→ **Task material**:
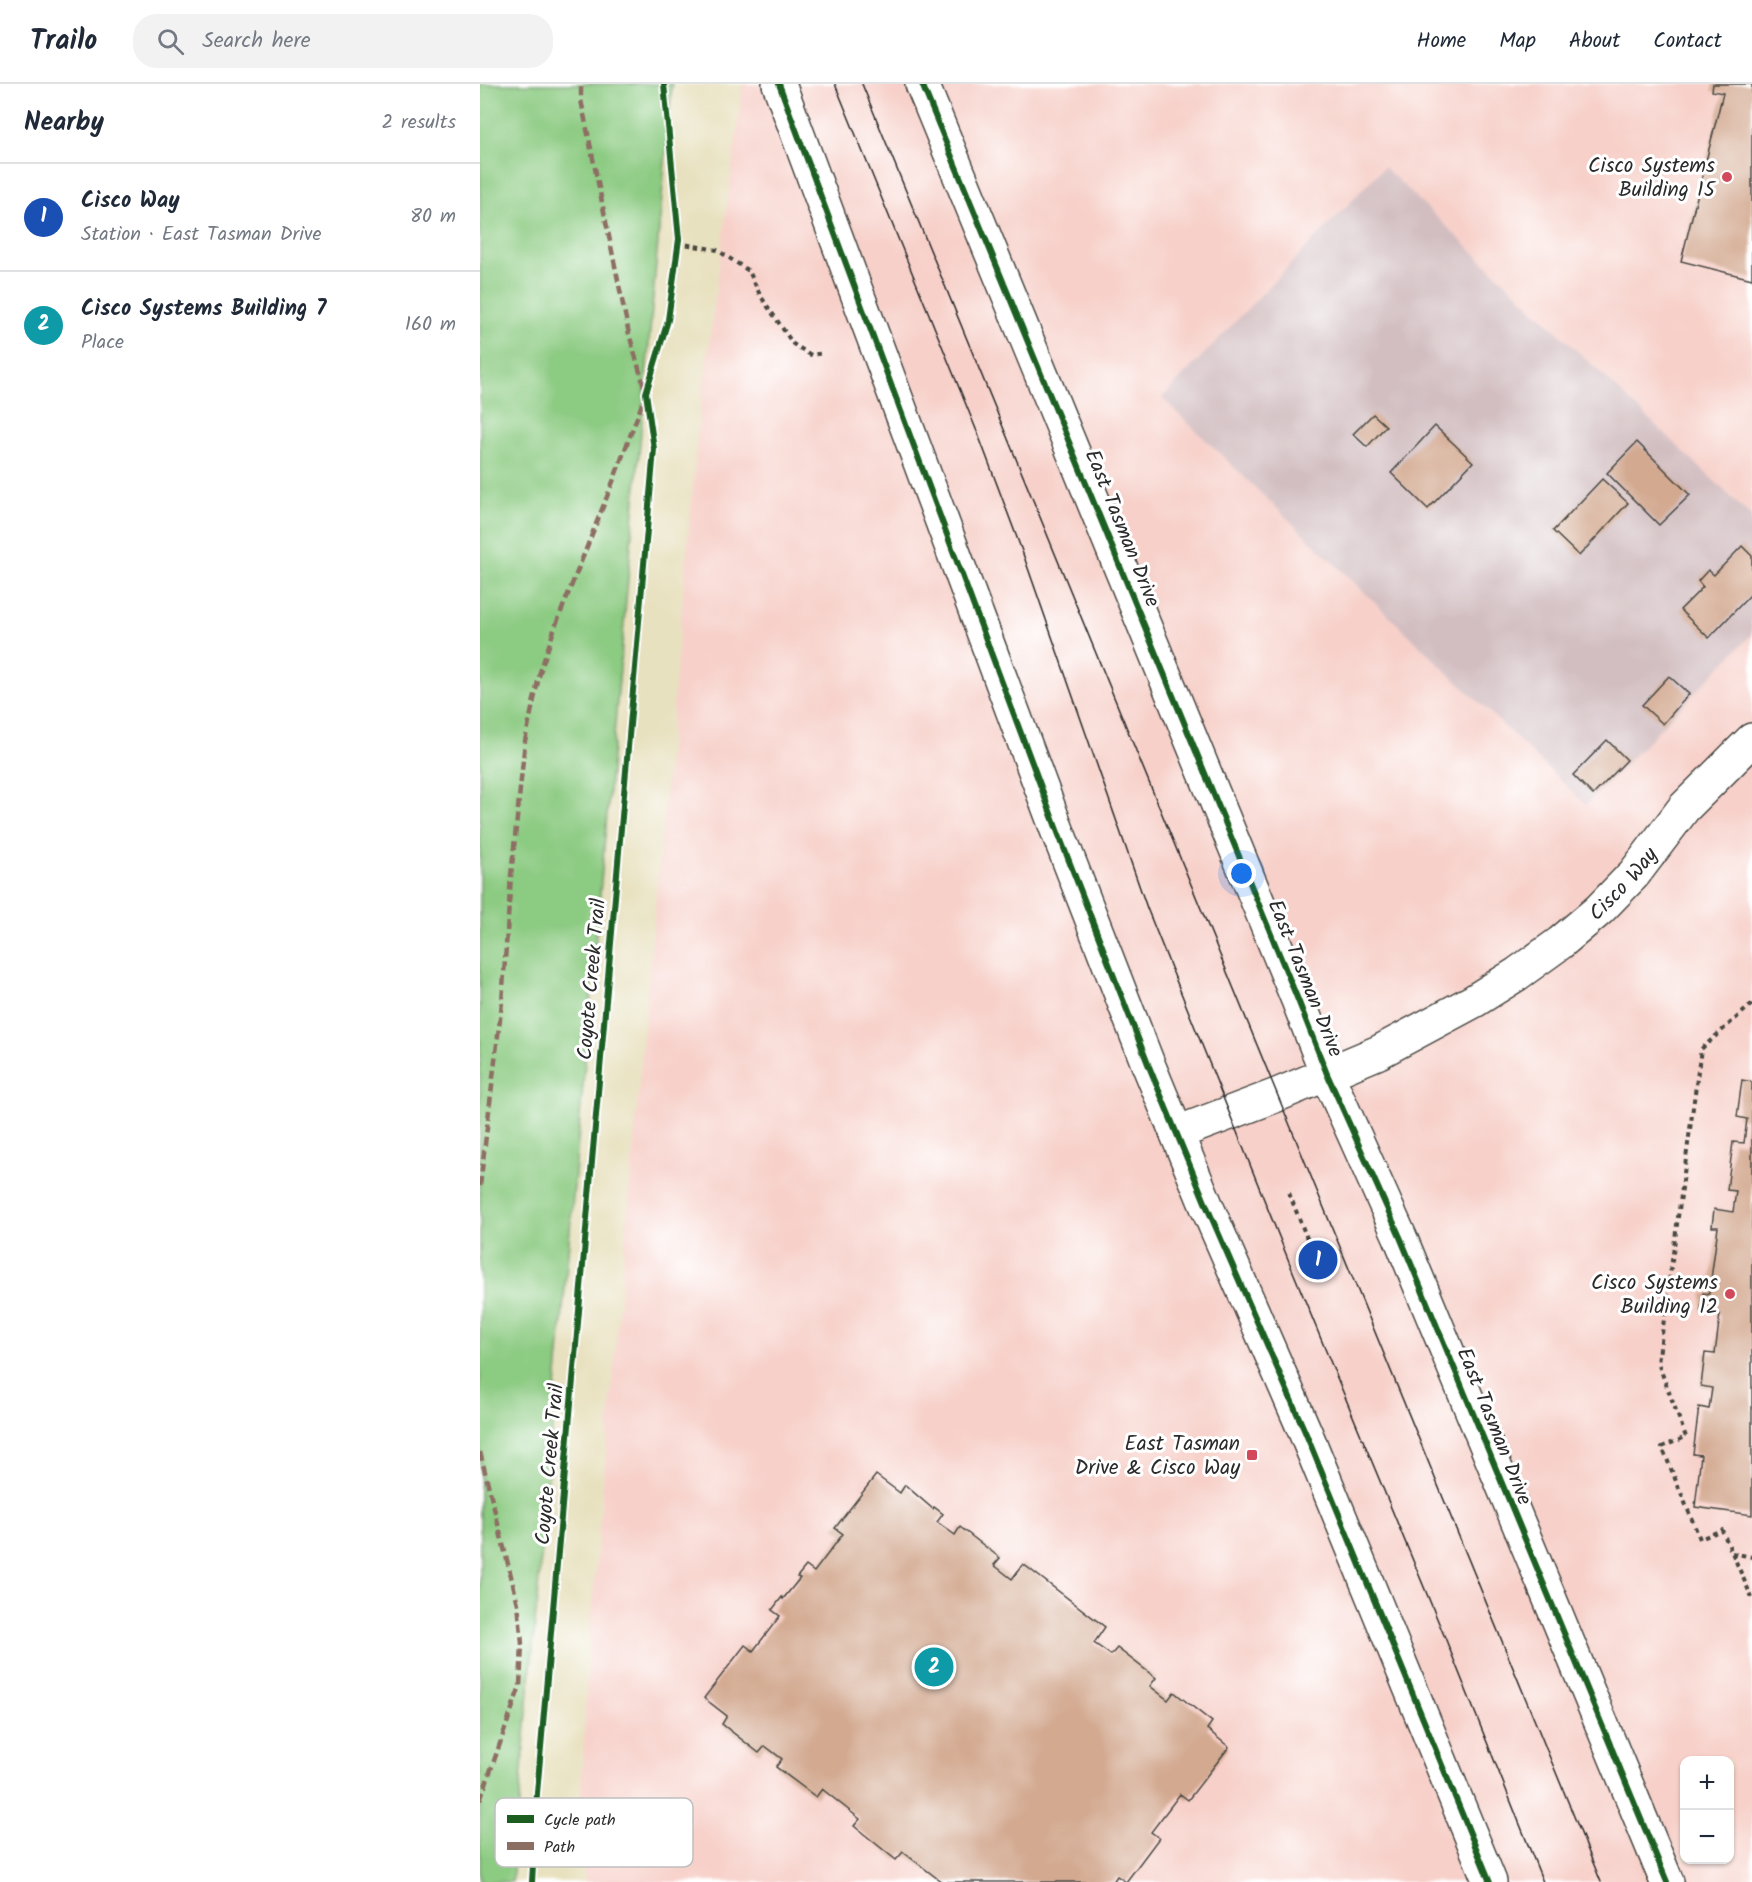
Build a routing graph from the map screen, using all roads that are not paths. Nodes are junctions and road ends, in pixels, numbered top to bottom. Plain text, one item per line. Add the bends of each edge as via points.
1 (779, 84) edge
2 (922, 84) edge
3 (1752, 740) edge
4 (1327, 1074) junction
5 (1177, 1133) junction
6 (1490, 1882) edge
7 (1667, 1882) edge

1 - 5 main road via 1057,830
2 - 4 main road, East Tasman Drive
3 - 4 main road, Cisco Way via 1684,808 1634,874 1560,943 1474,1000 1379,1052
4 - 5 main road, Cisco Way
4 - 7 main road, East Tasman Drive via 1400,1237
5 - 6 main road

→ **Aim of the exercise**: Write out all of the data above exactly, pictures excluded.

→ **Result for this exercise**:
Build a routing graph from the map screen, using all roads that are not paths. Nodes are junctions and road ends, in pixels, numbered top to bottom. Plain text, one item per line. Add the bends of each edge as via points.
1 (779, 84) edge
2 (922, 84) edge
3 (1752, 740) edge
4 (1327, 1074) junction
5 (1177, 1133) junction
6 (1490, 1882) edge
7 (1667, 1882) edge

1 - 5 main road via 1057,830
2 - 4 main road, East Tasman Drive
3 - 4 main road, Cisco Way via 1684,808 1634,874 1560,943 1474,1000 1379,1052
4 - 5 main road, Cisco Way
4 - 7 main road, East Tasman Drive via 1400,1237
5 - 6 main road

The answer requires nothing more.